SAM Art 50+: The World’s Fair + SAM

This year, we celebrate the 50th anniversary of Seattle’s World’s Fair. As part of the ongoing commemorations, through the month of September SAM looks back at arts at the Fair, as well as the legacy of those projects.

1,350,000 people visited the Fine Arts Pavilion at the Seattle World’s Fair, where six wide-ranging exhibitions held visitors’ attention for hours. Of these exhibitions, “Masterpieces of Art” was the most ambitious—Time magazine deemed it “well worth an hour off from the geewhizzery of space and the girlie shows of the Gayway.” Selected by the directors of North American museums, this show still betrayed a perspective unique to Seattle. In addition to works by Rembrandt, Copley, Monet, Eakins, and Picasso, several Asian masterpieces were also included. Among the latter was SAM’s submission: An ancient Japanese tomb figure.

The catalogue for “Masterpieces of Art” called this sculpture, “a simplified, almost abstract interpretation of a helmeted and armored warrior,” one who once guarded a tomb in Japan’s Gunma prefecture. This monumentally scaled terra cotta was concrete recognition that a “Masterpiece” could, indeed, hail from a region other than Europe or America. This willingness to acknowledge the artistic achievements of non-European-extracted cultures extended geographically as far as Asia, and philosophically as far as the native cultures of North America.

In 2012, our conception of the world has expanded even further.
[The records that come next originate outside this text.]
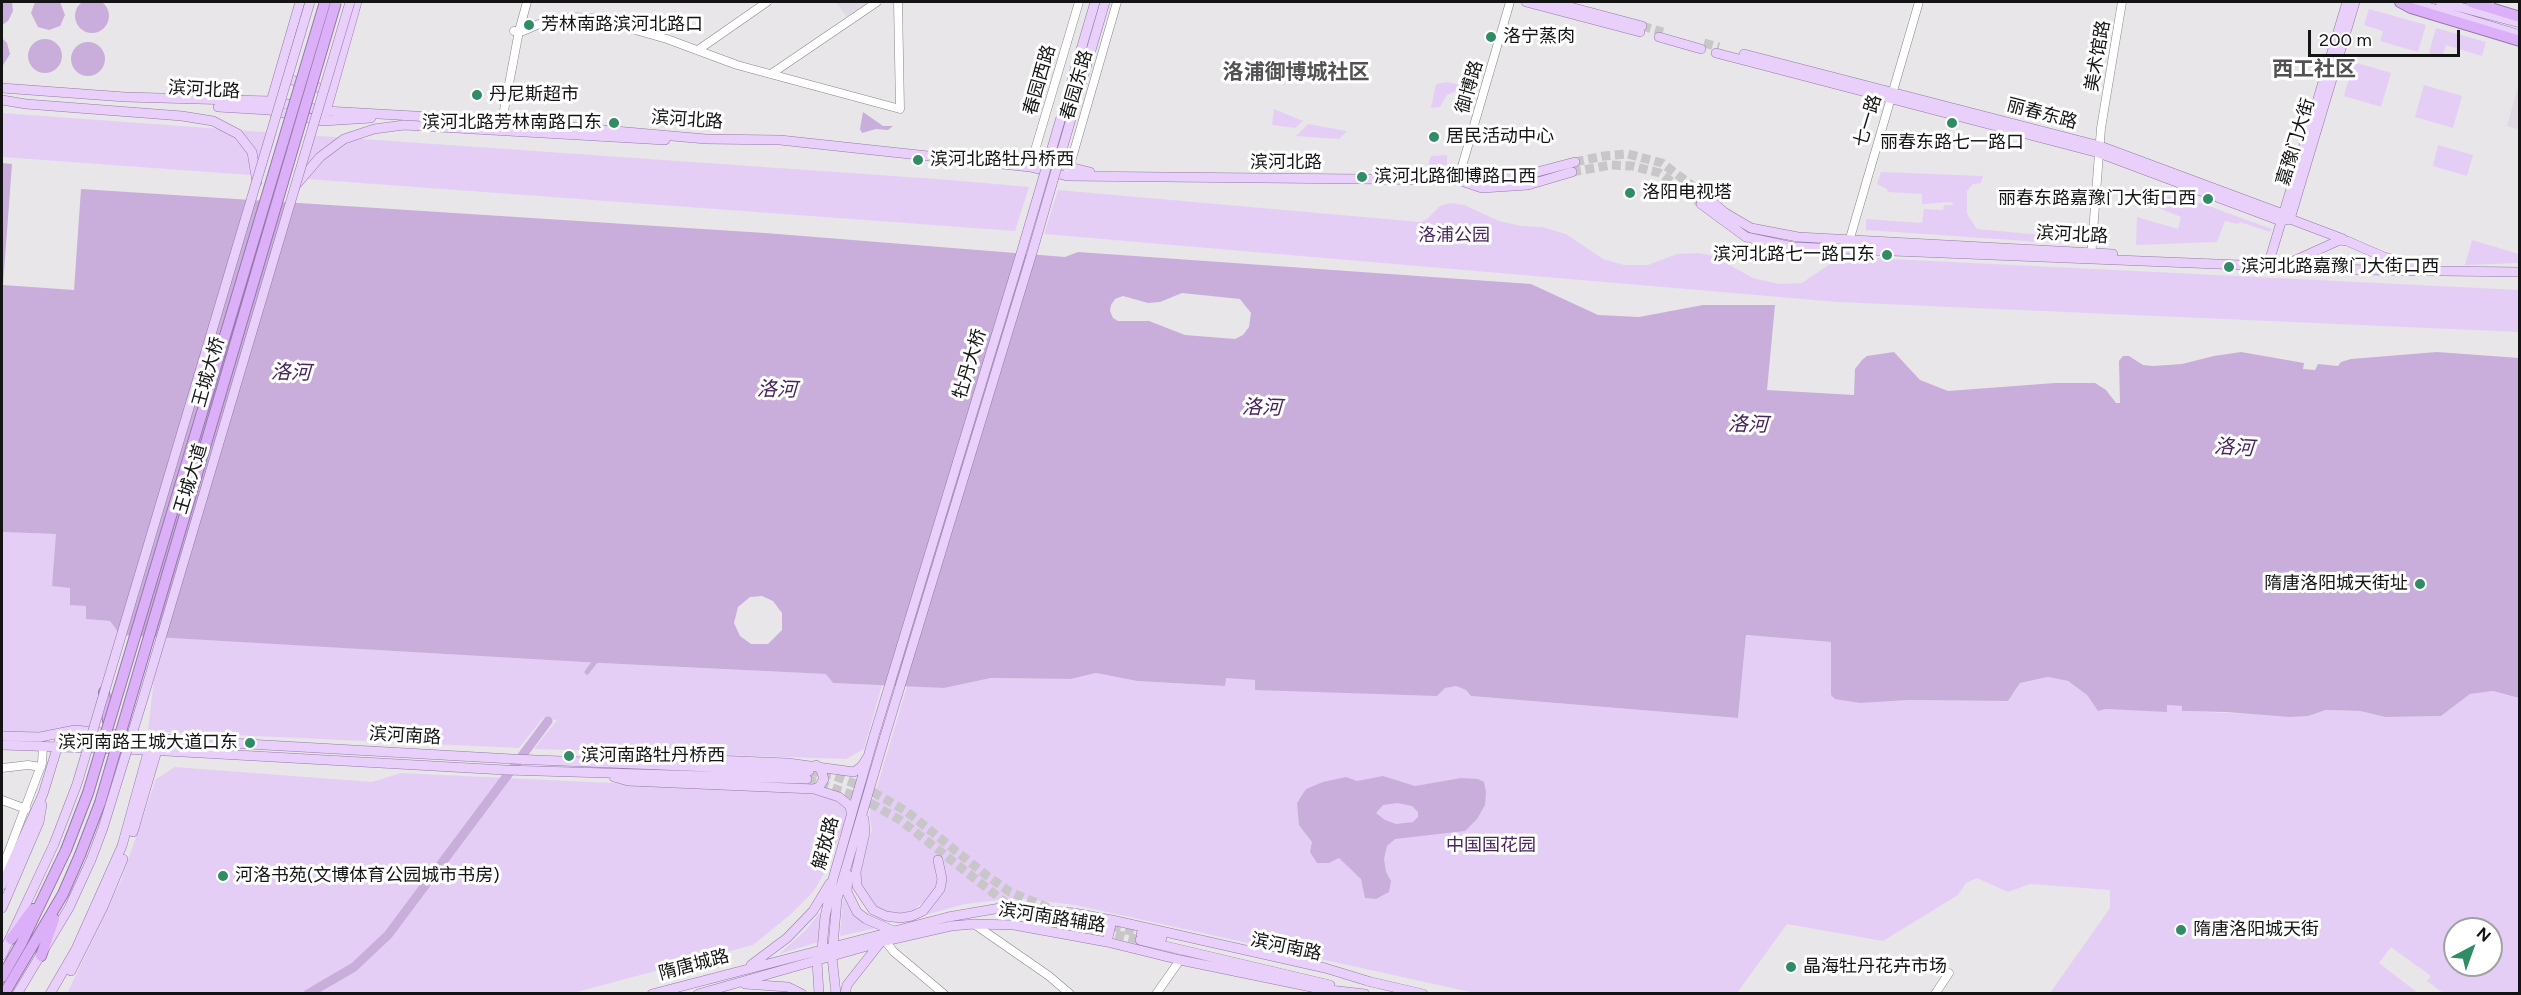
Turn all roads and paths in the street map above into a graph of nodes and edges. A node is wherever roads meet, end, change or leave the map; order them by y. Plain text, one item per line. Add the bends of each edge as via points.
1 (300, 2) edge
2 (310, 2) edge
3 (325, 2) edge
4 (336, 2) edge
5 (350, 2) edge
6 (357, 2) edge
7 (523, 2) edge
8 (527, 2) edge
9 (767, 2) edge
10 (877, 2) edge
11 (898, 2) edge
12 (1079, 2) edge
13 (1095, 2) edge
14 (1105, 2) edge
15 (1117, 2) edge
16 (1510, 2) edge
17 (1526, 2) edge
18 (1551, 2) edge
19 (1919, 2) edge
20 (2122, 2) edge
21 (2347, 2) edge
22 (2355, 2) edge
23 (2400, 2) edge
24 (2411, 2) edge
25 (2440, 2) edge
26 (2471, 2) edge
27 (2520, 17) edge
28 (2520, 23) edge
29 (516, 31) junction
30 (1661, 35) tunnel mouth
31 (2520, 35) edge
32 (2520, 41) edge
33 (1702, 46) tunnel mouth
34 (698, 50) junction
35 (1717, 50) tunnel mouth
36 (278, 72) junction
37 (771, 74) junction
38 (2, 88) edge
39 (333, 88) junction
40 (2, 94) edge
41 (1891, 95) junction
42 (2, 100) edge
43 (270, 105) junction
44 (325, 116) junction
45 (500, 121) junction
46 (706, 139) junction
47 (2100, 149) junction
48 (1575, 162) tunnel mouth
49 (1031, 163) junction
50 (1068, 172) junction
51 (1572, 172) tunnel mouth
52 (1458, 180) junction
53 (257, 183) junction
54 (296, 185) junction
55 (1702, 193) tunnel mouth
56 (1701, 204) tunnel mouth
57 (2285, 218) junction
58 (2347, 241) junction
59 (1849, 245) junction
60 (2091, 256) junction
61 (2269, 262) junction
62 (2403, 266) junction
63 (2520, 272) edge
64 (104, 691) junction
65 (142, 702) junction
66 (108, 721) junction
67 (122, 727) junction
68 (60, 733) junction
69 (2, 736) edge
70 (874, 736) joint
71 (885, 736) joint
72 (155, 738) junction
73 (2, 745) edge
74 (43, 747) junction
75 (58, 747) junction
76 (153, 751) junction
77 (867, 758) junction
78 (41, 767) junction
79 (2, 768) edge
80 (600, 772) junction
81 (811, 772) junction
82 (814, 789) junction
83 (44, 794) junction
84 (2, 800) edge
85 (26, 810) junction
86 (851, 812) junction
87 (863, 812) junction
88 (85, 857) junction
89 (849, 860) junction
90 (938, 860) dead end
91 (2, 869) edge
92 (833, 879) junction
93 (2, 885) edge
94 (49, 887) junction
95 (63, 894) junction
96 (2, 908) edge
97 (1112, 920) junction
98 (974, 924) junction
99 (894, 931) junction
100 (11, 939) junction
101 (883, 942) junction
102 (1107, 942) junction
103 (833, 945) junction
104 (822, 949) junction
105 (2, 956) edge
106 (41, 956) junction
107 (832, 957) junction
108 (1180, 960) junction
109 (817, 961) junction
110 (744, 969) junction
111 (1949, 973) dead end
112 (2, 977) edge
113 (1371, 982) junction
114 (736, 983) junction
115 (58, 992) edge
116 (4, 993) edge
117 (17, 993) edge
118 (50, 993) edge
119 (652, 993) edge
120 (698, 993) edge
121 (802, 993) edge
122 (819, 993) edge
123 (836, 993) edge
124 (845, 993) edge
125 (944, 993) edge
126 (1070, 993) edge
127 (1156, 993) edge
128 (1366, 993) edge
129 (1423, 993) edge
130 (1935, 993) edge

1 - 36 main road
2 - 53 main road, bridge
3 - 66 highway, 王城大桥, bridge
4 - 67 highway, 王城大桥, bridge
5 - 54 main road, 王城大道, bridge
6 - 39 main road
7 - 29 street
8 - 29 street
9 - 34 street
10 - 37 street
11 - 37 street via 900,109
12 - 49 street, 春园西路
13 - 70 main road, 牡丹大桥, bridge
14 - 71 main road, 牡丹大桥, bridge
15 - 50 street, 春园东路
16 - 52 street, 御博路
17 - 18 main road via 1641,29
19 - 41 street, 七一路
20 - 47 street, 美术馆路 via 2100,128
21 - 57 main road, 嘉豫门大街
22 - 57 main road, 嘉豫门大街
23 - 32 highway
24 - 31 main road
25 - 28 main road
26 - 27 highway
29 - 34 street via 546,21 593,18
29 - 45 street
30 - 33 main road
34 - 37 street
35 - 41 main road, 丽春东路
36 - 39 main road via 283,78 327,90
36 - 43 main road
38 - 43 main road, 滨河北路
39 - 44 main road
40 - 43 main road, 滨河北路
41 - 47 main road, 丽春东路
41 - 59 street, 七一路
42 - 53 main road via 213,121 238,134 252,152
43 - 44 main road, 滨河北路
44 - 45 main road, 滨河北路 via 403,114
45 - 46 main road, 滨河北路
46 - 49 main road, 滨河北路 via 780,140
46 - 54 main road via 653,141 404,125 344,139 320,157
47 - 57 main road, 丽春东路
47 - 60 street, 美术馆路
48 - 52 main road, 滨河北路 via 1518,177
49 - 50 main road, 滨河北路
50 - 52 main road, 滨河北路 via 1112,178
51 - 52 main road, 滨河北路 via 1528,185 1482,188
53 - 64 main road, bridge
54 - 65 main road, 王城大道, bridge
55 - 59 main road, 滨河北路 via 1751,228
56 - 59 main road, 滨河北路 via 1746,237 1793,247
57 - 58 main road, 丽春东路
57 - 61 main road
58 - 61 main road, 滨河北路 via 2335,242 2291,261
58 - 62 main road, 滨河北路
59 - 60 main road, 滨河北路
60 - 61 main road, 滨河北路
60 - 62 main road, 滨河北路
62 - 63 main road, 滨河北路
64 - 66 highway, bridge
64 - 100 main road, bridge via 77,784
65 - 67 highway, bridge
65 - 88 main road, 王城大道, bridge via 103,828
66 - 94 highway, 王城大桥, bridge via 88,793
67 - 88 highway, 王城大桥, bridge
68 - 69 main road, 滨河南路
68 - 72 main road, 滨河南路 via 75,730
68 - 75 main road
70 - 77 main road, 解放路
71 - 87 main road, 解放路
72 - 76 main road
72 - 81 main road, 滨河南路 via 535,760 600,762 640,757
73 - 74 main road, 滨河南路
74 - 75 main road, 滨河南路
74 - 78 street
75 - 76 main road, 滨河南路
75 - 83 main road
76 - 80 main road, 滨河南路
76 - 115 main road via 128,846 80,956
76 - 118 main road via 122,846 76,949
77 - 81 main road via 854,772
77 - 86 main road, 解放路
78 - 79 street
78 - 85 street
80 - 81 main road, 滨河南路
80 - 82 main road via 628,781
81 - 82 main road via 821,770 824,779
82 - 86 main road via 839,797
83 - 93 main road
83 - 96 main road via 39,822
84 - 85 street
85 - 91 street
86 - 92 main road, 解放路
87 - 89 main road, 解放路
87 - 90 main road via 865,833 856,872 857,886 873,910 900,918 922,911 940,889
88 - 95 highway, 王城大道
88 - 106 main road, 王城大道 via 69,908
89 - 99 main road via 847,891 851,904 866,919
89 - 103 main road, 解放路 via 837,899
92 - 104 main road, 解放路
92 - 110 main road via 813,911 787,938
94 - 100 highway
94 - 112 highway
95 - 106 highway
95 - 116 highway, 王城大道
97 - 99 main road, 滨河南路辅路 via 1006,907
97 - 102 main road
97 - 113 main road, 滨河南路辅路
98 - 101 main road, 滨河南路辅路
98 - 102 main road, 滨河南路辅路 via 1014,925
98 - 126 street
99 - 103 main road, 滨河南路辅路
100 - 105 main road
101 - 107 main road, 滨河南路辅路
101 - 124 main road via 847,985
101 - 125 street
102 - 108 main road, 滨河南路辅路
103 - 104 main road, 滨河南路辅路
103 - 107 main road, 解放路
104 - 109 main road, 解放路
104 - 110 main road, 滨河南路辅路
106 - 117 main road, 王城大道
107 - 109 main road, 滨河南路辅路
107 - 123 main road, 解放路
108 - 127 street
108 - 128 main road, 滨河南路辅路 via 1321,989
109 - 114 main road, 滨河南路辅路
109 - 122 main road
110 - 119 main road, 隋唐城路
111 - 130 street
113 - 128 main road, 滨河南路 via 1141,937
113 - 129 main road, 滨河南路
114 - 120 main road, 隋唐城路
114 - 121 main road via 788,987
In addition to all of the geographies represented at the Fine Arts Pavilion of the Fair, this year SAM has shown art from Polynesia, Brazil, Australia, and Central Asia in dedicated exhibitions; as well as permanent collection objects hailing from Africa, the Middle East, and Central America. The world has grown over the past 50 years, and now more than ever before it has come to Seattle.

Haniwa warrior figure (detail), 6th-7th century, Japanese, Kofun period (3rd-7th century C.E.), ceramic with polychrome, 53 ¼ x 16 ½ x 10 ¾ in., Eugene Fuller Memorial Collection, 62.44. Currently viewable online.